Activity: In the listing, determine how many lines contain "their". The reply is that number alone.

BEGIN Exercise materials

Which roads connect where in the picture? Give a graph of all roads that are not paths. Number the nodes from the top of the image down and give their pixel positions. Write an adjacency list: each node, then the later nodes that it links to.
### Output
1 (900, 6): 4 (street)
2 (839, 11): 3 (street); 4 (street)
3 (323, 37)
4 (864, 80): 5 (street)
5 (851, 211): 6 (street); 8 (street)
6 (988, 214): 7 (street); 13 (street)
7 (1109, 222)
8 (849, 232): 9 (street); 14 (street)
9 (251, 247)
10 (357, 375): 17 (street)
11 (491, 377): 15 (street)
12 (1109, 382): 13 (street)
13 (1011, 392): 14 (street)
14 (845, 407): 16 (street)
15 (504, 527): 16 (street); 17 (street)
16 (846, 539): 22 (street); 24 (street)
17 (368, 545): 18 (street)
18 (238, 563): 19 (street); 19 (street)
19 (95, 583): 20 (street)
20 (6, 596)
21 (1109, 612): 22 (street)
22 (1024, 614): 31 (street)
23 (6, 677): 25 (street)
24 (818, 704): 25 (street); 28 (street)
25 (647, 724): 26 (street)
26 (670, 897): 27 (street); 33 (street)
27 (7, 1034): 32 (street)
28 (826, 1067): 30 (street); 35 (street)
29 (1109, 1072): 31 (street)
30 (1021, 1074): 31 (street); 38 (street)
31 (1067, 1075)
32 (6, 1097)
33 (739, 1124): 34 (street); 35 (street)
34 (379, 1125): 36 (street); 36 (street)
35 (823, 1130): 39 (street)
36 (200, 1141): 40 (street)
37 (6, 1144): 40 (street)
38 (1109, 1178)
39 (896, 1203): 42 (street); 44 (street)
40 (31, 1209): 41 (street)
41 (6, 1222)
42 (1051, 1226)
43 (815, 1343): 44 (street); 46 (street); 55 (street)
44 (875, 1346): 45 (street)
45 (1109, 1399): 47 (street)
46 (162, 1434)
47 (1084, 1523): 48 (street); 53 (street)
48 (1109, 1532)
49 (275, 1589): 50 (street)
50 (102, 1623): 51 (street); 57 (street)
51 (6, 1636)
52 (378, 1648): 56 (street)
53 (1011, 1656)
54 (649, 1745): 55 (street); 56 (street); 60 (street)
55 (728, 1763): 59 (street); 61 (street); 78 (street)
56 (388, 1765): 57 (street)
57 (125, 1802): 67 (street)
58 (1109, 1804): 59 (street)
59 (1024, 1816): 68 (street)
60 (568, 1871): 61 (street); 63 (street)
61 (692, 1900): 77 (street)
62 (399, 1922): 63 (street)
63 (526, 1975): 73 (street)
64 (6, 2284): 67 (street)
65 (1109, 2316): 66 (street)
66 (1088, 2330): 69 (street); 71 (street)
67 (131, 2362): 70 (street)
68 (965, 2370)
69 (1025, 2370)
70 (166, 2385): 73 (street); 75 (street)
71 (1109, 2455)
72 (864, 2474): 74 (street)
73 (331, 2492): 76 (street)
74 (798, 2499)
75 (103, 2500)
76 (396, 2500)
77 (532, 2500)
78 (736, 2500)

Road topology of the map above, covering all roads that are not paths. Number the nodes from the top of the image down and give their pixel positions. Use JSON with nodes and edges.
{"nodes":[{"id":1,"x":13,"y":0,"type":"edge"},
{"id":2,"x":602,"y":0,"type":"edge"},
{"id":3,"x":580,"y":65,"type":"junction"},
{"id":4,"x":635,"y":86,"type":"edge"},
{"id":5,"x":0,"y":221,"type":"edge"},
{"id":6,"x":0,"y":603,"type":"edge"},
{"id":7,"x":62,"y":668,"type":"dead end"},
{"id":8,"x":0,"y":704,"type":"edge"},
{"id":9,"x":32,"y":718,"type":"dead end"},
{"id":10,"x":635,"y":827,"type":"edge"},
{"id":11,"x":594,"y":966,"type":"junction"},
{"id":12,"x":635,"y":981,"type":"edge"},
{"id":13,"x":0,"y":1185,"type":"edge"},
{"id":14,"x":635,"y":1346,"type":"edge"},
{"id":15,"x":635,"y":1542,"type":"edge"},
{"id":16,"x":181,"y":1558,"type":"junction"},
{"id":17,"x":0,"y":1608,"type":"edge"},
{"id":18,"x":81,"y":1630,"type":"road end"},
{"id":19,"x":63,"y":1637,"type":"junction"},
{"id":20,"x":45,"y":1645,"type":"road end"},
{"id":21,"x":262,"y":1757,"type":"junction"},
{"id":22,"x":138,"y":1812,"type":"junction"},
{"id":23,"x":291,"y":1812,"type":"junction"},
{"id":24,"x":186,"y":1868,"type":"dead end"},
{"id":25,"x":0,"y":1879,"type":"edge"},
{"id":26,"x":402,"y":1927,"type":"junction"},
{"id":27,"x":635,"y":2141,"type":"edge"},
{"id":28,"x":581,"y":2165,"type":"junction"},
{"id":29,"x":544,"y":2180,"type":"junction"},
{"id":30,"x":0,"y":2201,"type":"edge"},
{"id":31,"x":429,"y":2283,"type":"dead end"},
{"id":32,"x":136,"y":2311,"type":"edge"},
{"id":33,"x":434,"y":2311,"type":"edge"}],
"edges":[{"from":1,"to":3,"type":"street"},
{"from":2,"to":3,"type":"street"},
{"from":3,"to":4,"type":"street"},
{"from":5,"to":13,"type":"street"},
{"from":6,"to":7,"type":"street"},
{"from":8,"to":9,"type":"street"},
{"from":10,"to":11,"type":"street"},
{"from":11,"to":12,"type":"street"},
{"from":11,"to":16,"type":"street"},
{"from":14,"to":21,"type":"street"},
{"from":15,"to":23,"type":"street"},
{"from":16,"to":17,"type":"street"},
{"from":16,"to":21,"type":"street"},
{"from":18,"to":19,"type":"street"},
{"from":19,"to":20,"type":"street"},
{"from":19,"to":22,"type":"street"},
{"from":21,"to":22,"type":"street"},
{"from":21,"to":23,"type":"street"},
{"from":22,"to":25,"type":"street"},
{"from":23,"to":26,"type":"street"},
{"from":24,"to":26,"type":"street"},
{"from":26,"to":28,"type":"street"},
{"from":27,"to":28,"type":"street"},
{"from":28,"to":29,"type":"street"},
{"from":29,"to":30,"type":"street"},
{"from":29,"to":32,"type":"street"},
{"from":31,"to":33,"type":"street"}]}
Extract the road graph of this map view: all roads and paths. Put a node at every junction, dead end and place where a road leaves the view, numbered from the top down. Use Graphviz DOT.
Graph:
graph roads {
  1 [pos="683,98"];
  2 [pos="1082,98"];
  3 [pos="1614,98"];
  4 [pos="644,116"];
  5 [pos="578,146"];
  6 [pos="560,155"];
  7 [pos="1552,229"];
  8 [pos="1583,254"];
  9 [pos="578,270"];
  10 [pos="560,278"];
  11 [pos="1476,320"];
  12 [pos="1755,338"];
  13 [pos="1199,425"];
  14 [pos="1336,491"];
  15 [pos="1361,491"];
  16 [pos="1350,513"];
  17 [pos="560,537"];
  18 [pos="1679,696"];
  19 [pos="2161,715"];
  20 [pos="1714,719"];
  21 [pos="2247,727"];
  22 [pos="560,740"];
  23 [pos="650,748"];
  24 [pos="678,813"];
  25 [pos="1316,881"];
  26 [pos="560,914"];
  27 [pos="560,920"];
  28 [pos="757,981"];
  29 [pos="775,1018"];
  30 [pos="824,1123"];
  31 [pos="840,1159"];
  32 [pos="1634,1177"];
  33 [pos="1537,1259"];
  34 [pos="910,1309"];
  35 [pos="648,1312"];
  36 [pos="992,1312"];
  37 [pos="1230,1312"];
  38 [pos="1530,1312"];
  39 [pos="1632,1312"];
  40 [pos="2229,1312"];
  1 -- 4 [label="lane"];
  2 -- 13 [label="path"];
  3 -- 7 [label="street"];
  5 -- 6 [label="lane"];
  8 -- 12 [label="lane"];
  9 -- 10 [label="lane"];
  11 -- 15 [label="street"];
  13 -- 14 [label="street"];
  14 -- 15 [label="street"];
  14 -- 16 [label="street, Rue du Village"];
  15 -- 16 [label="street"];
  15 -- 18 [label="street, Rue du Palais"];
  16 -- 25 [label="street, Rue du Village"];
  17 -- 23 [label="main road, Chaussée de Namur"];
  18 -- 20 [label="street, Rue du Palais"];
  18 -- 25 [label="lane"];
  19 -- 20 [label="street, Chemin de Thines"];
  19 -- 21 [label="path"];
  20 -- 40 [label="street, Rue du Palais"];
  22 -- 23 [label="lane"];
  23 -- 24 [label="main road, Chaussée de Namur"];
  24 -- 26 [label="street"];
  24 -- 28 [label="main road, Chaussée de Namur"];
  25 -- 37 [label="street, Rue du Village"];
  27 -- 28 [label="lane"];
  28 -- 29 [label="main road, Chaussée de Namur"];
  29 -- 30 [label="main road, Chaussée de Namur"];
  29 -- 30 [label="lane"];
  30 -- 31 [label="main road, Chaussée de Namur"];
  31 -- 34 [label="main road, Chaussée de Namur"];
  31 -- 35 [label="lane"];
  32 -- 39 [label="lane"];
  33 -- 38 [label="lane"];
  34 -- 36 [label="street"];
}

END Exercise materials

Your solution: 2